A cidade parece dominada pela ideia de capitalização do espaço e da natureza. Esta última,
tomada aqui não como recurso direto, mas como patrimônio paisagístico e cultural para
exploração turística e especulação imobiliária desenfreadas.
Alimonda (2011) propõe uma visão de Ecologia Política que incorpore
sistematicamente o econômico, o ecológico, e o cultural definindo este campo como o
estudo dos conflitos distributivos econômicos, ecológicos e culturais. É uma busca pela
decolonização das ideias, dos modos de vida, da maneira de pensar.

5 CONSIDERAÇÕES FINAIS

O fenômeno de gentrificação que ocorre nas cidades latinoamericanas não se


processa da mesma maneira que o conceito clássico europeu.

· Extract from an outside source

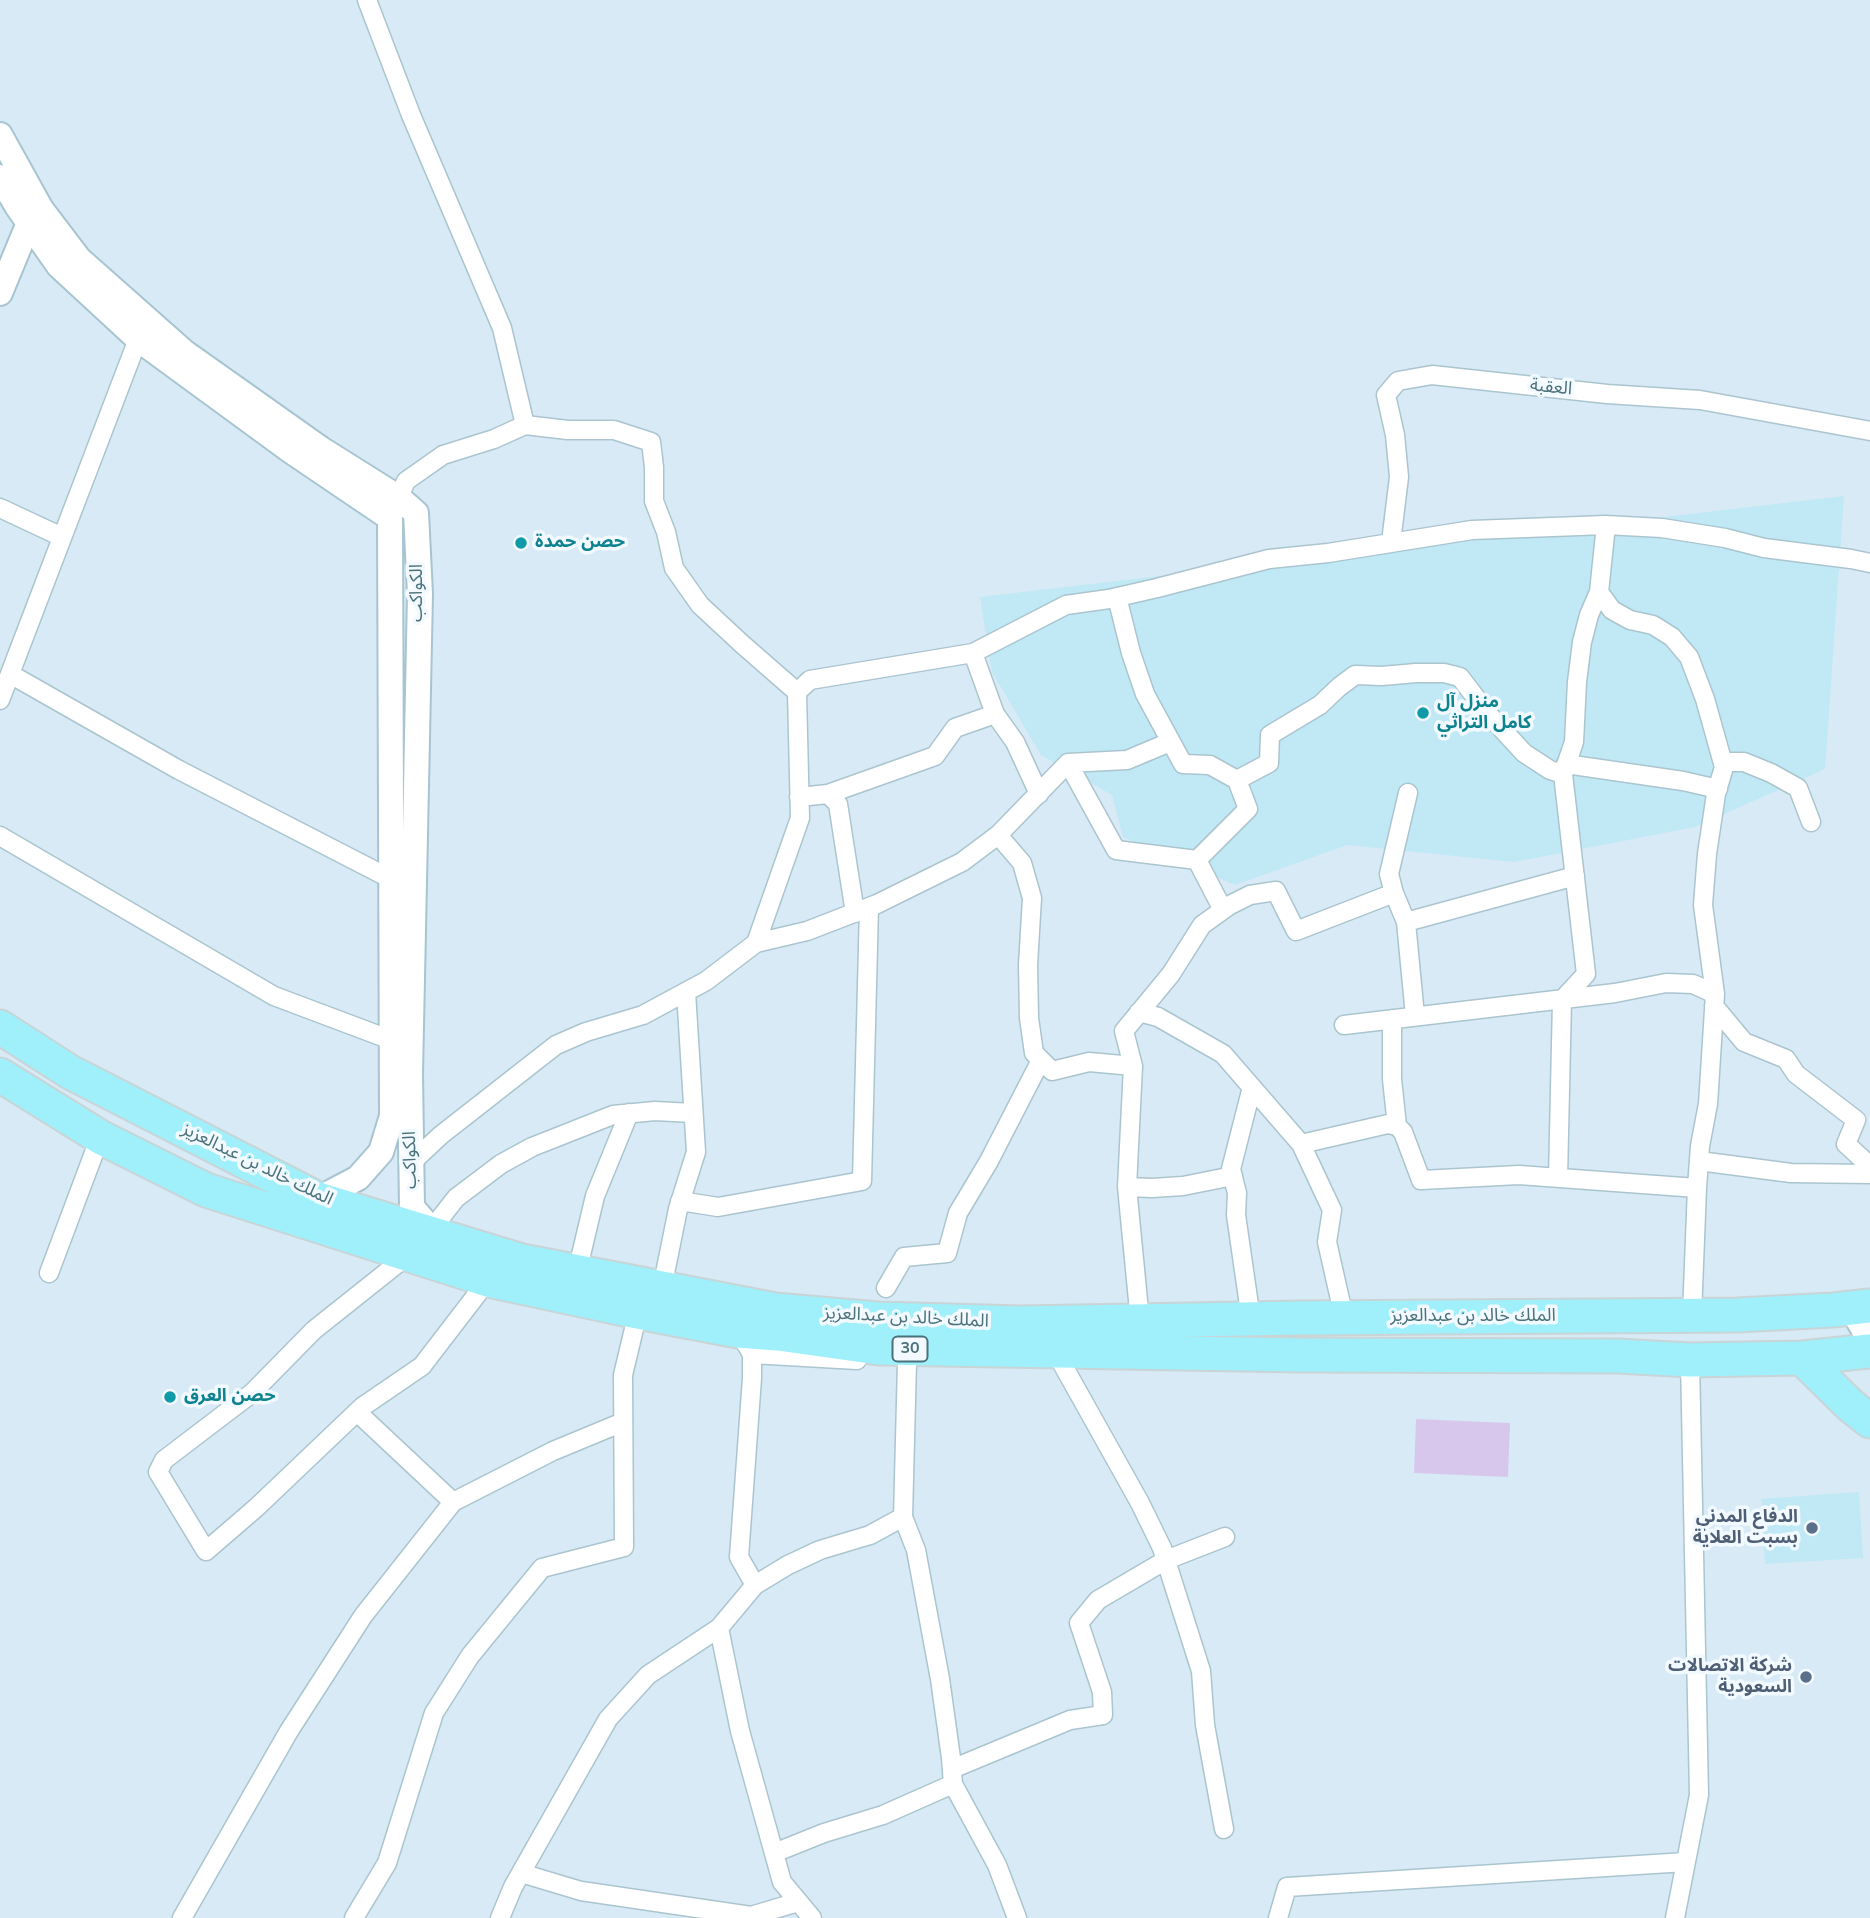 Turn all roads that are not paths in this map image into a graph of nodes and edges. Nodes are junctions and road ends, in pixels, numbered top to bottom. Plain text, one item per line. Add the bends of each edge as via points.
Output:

Na Ilha de Santa Catarina,
ele ocorre em concomitância com a capitalização do espaço e a apropriação da natureza na
gestão territorial. Gestão marcada por corrupção, segregação espacial, desvalorização do
meio ambiente e desrespeito à legislação.
Gonçalves (2006) chama a atenção para “a centralidade do conceito de território
para enfrentar o desafio ambiental contemporâneo”. Em Florianópolis, a gestão territorial
definirá o futuro das belas paisagens e da tão apreciada qualidade de vida local, que estão
profundamente ameaçadas se a racionalidade vigente permanecer.